Michael Jinsoo Lim and
 
                                                   Andrew Waggoner, violins
 
                                                   Melia Watras, viola
 
                                                   Caroline Stinson, cello
 
                                                   Molly Morkoski, piano
 
 
 
 
 
Andrew Waggoner, composer and violin
Andrew Waggoner was born in 1960 in New Orleans. He grew up there and in Minneapolis and Atlanta, and studied at the New Orleans Center for Creative Arts, the Eastman School of Music and Cornell University.  Called “the gifted practitioner of a complex but dramatic and vividly colored style” by the New Yorker, his music has been commissioned and performed by the the Academy of St. Martin’s-in-the-Fields, the Los Angeles Philharmonic, the Saint Louis, Denver, Syracuse, and Winnipeg Symphonies, the Cassatt, Corigliano, Miro, and Degas Quartets, the Pittsburgh New Music Ensemble, the California EAR Unit, pianist Gloria Cheng, violist Melia Watras, 'cellist Robert Burkhart, the Bohuslav Martinu Philharmonic of Zlin, Czech Republic, Sequitur, the Empyrean Ensemble, Buglisi-Foreman Dance, the Athabasca Trio, CELLO, Flexible Music, Ensemble Nordlys, of Denmark, and Ensemble Accroche Note, of France. He has received grants and prizes from ASCAP, Yaddo, The New York State Council on the Arts, Meet the Composer, New Music Delaware, the Eastman School of Music and Syracuse University. He has also been awarded the Lee Ettelson Composer’s Award from Composers Inc., in San Francisco, has been nominated for four prizes from the American Academy of Arts and Letters, and was awarded a Guggenheim Fellowship for 2005. Recently he was awarded the Roger Sessions Prize for an American composer by the Liguria Study Center in Bogliasco, Italy, and was in residence at Bogliasco in the spring of 2008. He has two CD’s on CRI, both now available on the New World label, and can also be heard on the Vienna Modern Masters Music From Six Continents series, as well as on solo CD’s by violist Melia Watras and ‘cellist Robert Burkhart. In addition to his concert works, Waggoner has also composed extensively for theatre and for film, and is an active violinist.
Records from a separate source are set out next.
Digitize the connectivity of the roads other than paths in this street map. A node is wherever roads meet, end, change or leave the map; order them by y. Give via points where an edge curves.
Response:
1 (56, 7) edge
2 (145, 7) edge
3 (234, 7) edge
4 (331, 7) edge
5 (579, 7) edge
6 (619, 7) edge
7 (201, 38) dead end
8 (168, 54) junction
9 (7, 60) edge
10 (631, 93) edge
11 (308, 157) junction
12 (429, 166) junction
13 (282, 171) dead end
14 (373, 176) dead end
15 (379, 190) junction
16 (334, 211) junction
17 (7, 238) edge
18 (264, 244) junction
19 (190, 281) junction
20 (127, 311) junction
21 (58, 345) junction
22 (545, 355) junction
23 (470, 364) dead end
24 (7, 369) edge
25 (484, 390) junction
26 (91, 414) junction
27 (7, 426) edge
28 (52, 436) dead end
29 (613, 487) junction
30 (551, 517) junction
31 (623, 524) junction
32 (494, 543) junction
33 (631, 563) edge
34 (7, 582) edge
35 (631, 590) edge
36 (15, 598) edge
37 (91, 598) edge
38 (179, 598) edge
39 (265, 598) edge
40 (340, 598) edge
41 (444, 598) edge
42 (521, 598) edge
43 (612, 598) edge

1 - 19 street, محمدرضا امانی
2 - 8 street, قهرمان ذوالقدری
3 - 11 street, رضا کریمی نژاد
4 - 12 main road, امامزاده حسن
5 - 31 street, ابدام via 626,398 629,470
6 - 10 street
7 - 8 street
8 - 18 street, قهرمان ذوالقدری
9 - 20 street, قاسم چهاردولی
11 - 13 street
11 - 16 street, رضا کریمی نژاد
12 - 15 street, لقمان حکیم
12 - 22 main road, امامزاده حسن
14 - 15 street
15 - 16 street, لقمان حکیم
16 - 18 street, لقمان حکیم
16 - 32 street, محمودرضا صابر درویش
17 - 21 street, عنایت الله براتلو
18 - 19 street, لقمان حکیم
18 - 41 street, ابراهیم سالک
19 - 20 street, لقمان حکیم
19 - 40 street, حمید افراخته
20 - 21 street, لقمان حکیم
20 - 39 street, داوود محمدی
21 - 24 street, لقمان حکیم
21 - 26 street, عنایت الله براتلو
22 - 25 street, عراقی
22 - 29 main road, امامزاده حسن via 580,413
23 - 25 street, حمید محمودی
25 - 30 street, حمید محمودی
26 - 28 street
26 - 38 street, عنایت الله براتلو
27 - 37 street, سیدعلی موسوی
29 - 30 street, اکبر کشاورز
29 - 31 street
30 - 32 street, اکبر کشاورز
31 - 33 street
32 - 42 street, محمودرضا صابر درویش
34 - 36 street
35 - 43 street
He was a founding Director of the Seal Bay Festival of American Chamber Music in Vinalhaven, Maine, and is currently Composer-in-Residence at the Setnor School of Music of Syracuse University, teaching regularly also at NOCCA Riverfront in New Orleans. Please visit www.andrewwaggoner.com.
 
Michael Jinsoo Lim, violin
Korean-American violinist Michael Jinsoo Lim has made appearances in the United States, Central America, Europe, and Asia as a soloist, chamber musician, and concertmaster.  Mr. Lim’s solo engagements have included appearances with the Indianapolis Symphony Orchestra, the International Chamber Orchestra of Girona, Spain, the Indiana University Philharmonic, the Evansville Philharmonic Orchestra, and the Lafayette Symphony Orchestra. Lim has recorded for DreamWorks, Albany Records, CRI, Bayer Records, and Aguava New Music. As co-founder of the Corigliano Quartet (www.coriglianoquartet.com), Lim has won such awards as the Grand Prize at the Fischoff Chamber Music Competition and the ASCAP/CMA Award for Adventurous Programming, and has appeared on NPR’s All Things Considered and Performance Today. The Corigliano Quartet maintains an active performing schedule, having appeared at such venues as Carnegie Hall, Weill Recital Hall, Alice Tully Hall and the Kennedy Center. Lim studied at Indiana University with the legendary Josef Gingold, and at the Juilliard School, where he served as an assistant to the Juilliard String Quartet. Mr. Lim has also taught as an assistant at Indiana University and as a Musical Artist in residence at Dickinson College. He currently holds a first violin position in the American Ballet Theatre Orchestra, of which he has performed as Assistant Concertmaster. More on Michael Lim can be found at michaeljinsoolim.com.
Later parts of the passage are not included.